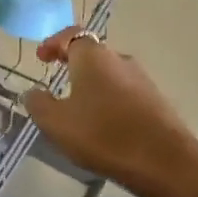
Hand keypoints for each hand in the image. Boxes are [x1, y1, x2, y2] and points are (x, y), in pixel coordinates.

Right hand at [23, 28, 197, 193]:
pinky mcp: (156, 102)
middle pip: (92, 53)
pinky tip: (104, 124)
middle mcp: (119, 60)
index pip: (71, 36)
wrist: (164, 161)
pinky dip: (110, 100)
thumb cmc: (103, 134)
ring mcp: (142, 80)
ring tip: (79, 106)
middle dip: (73, 64)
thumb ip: (38, 103)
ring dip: (93, 84)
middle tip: (57, 79)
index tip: (41, 57)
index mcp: (93, 57)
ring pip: (110, 74)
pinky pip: (125, 93)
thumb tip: (33, 92)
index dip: (53, 43)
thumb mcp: (56, 122)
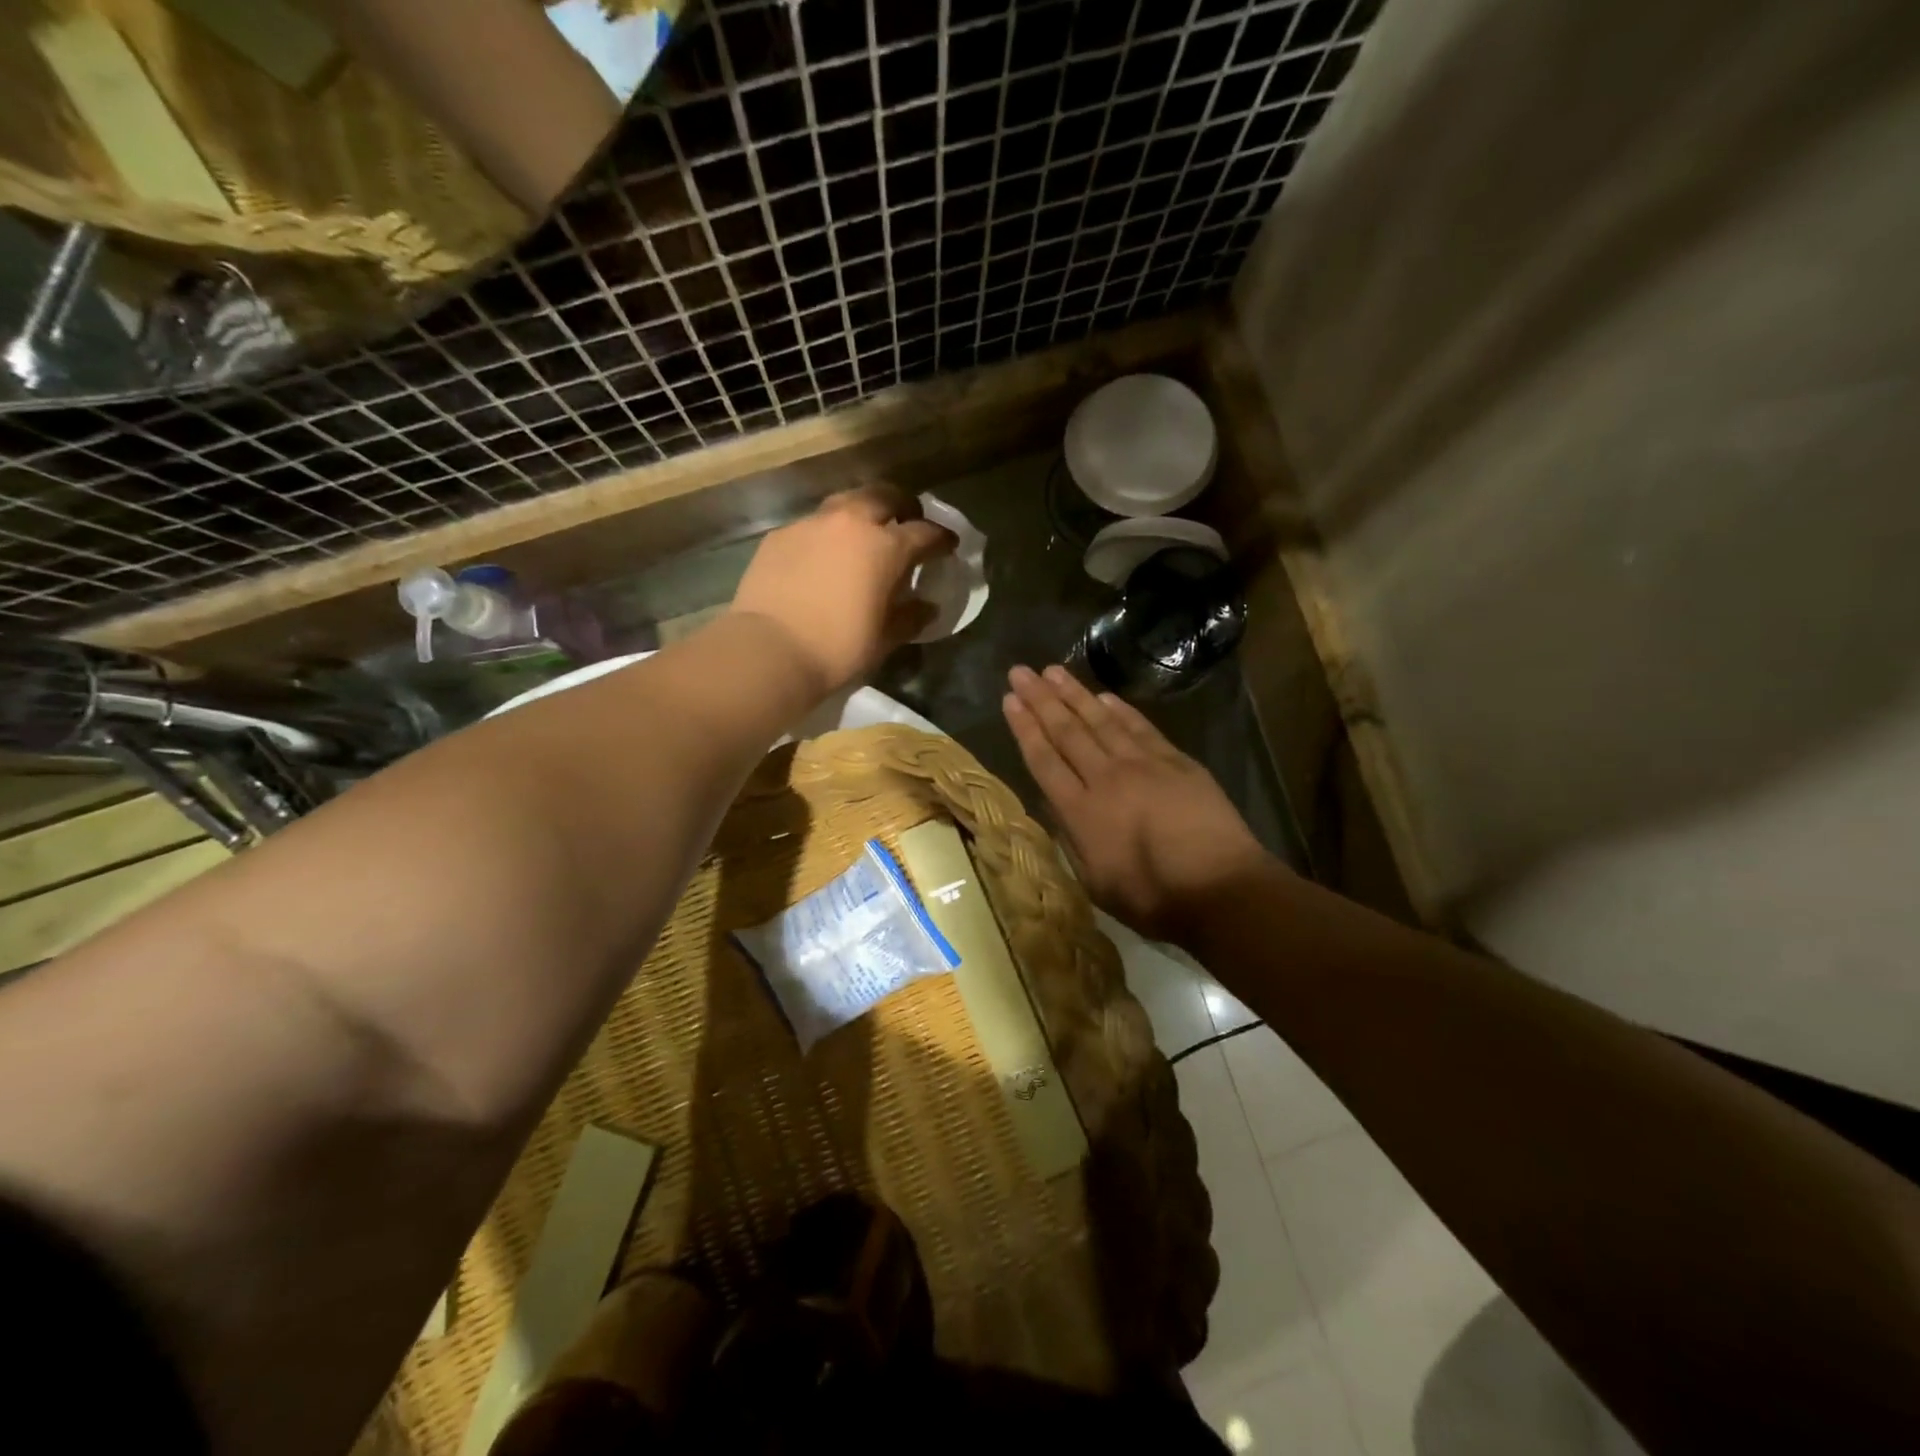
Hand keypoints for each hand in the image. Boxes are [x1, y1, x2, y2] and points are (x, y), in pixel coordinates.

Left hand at [731, 486, 955, 696]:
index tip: (948, 546)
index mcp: (885, 546)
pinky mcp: (780, 536)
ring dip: (862, 513)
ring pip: (845, 503)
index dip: (941, 539)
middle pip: (884, 496)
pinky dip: (827, 534)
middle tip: (907, 523)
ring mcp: (811, 524)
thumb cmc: (838, 648)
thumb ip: (910, 617)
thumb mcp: (884, 638)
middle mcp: (851, 522)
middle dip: (902, 506)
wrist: (769, 650)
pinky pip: (813, 525)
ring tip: (864, 535)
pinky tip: (824, 557)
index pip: (925, 532)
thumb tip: (926, 607)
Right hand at [1003, 664, 1274, 944]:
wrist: (1221, 888)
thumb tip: (1055, 805)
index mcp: (1081, 812)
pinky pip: (1140, 728)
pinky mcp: (1176, 761)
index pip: (1044, 760)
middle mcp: (1106, 778)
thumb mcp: (1095, 882)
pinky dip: (1120, 710)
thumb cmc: (1153, 899)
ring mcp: (1144, 765)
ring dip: (1074, 694)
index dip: (1024, 728)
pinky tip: (1103, 696)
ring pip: (1100, 721)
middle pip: (1067, 731)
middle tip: (1021, 672)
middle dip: (1040, 699)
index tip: (1009, 700)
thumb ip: (1071, 839)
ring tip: (1053, 671)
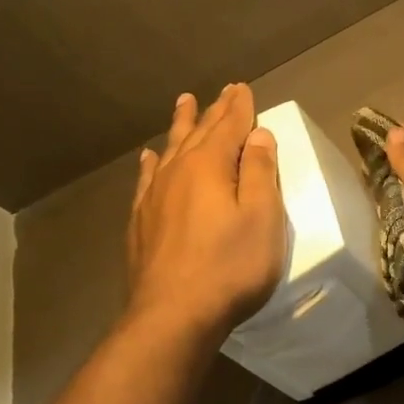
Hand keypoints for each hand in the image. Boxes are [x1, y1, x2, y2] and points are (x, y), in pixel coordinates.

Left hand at [126, 84, 285, 344]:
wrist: (172, 315)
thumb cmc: (229, 268)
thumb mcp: (262, 218)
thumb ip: (261, 172)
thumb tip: (257, 134)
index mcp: (210, 166)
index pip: (229, 126)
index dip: (239, 107)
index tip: (243, 88)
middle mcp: (178, 172)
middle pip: (199, 132)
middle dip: (214, 110)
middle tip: (223, 91)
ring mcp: (154, 196)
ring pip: (170, 149)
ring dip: (180, 125)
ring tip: (183, 103)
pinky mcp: (141, 222)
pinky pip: (147, 178)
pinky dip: (152, 163)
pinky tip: (149, 157)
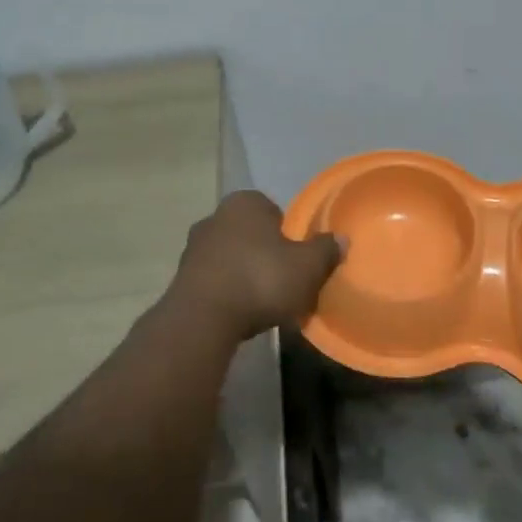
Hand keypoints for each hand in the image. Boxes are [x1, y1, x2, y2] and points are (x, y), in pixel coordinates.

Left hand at [167, 191, 342, 344]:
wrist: (202, 319)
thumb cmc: (260, 280)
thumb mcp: (307, 267)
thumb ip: (325, 250)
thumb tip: (341, 238)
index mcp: (245, 202)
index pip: (272, 210)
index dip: (287, 234)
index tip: (296, 258)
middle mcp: (215, 216)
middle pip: (250, 233)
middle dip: (264, 252)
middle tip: (282, 279)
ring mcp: (194, 247)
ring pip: (230, 256)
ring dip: (243, 273)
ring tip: (261, 302)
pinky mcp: (180, 278)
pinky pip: (214, 280)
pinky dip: (226, 291)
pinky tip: (239, 313)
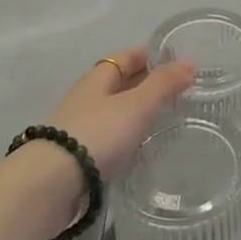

===============

**Work required**
Please print the span that begins at the line holding "middle mcp: (215, 216)" and ends at the last line of the data, both ends included, with no pictures.

**Exercise response**
middle mcp: (215, 216)
middle pip: (250, 233)
middle dip: (264, 252)
middle tip: (282, 279)
ring mcp: (194, 247)
ring pip: (230, 256)
ring dip: (243, 273)
ring tip: (261, 302)
pinky mcp: (180, 278)
pinky pip: (214, 280)
pinky dip: (226, 291)
pinky tip: (239, 313)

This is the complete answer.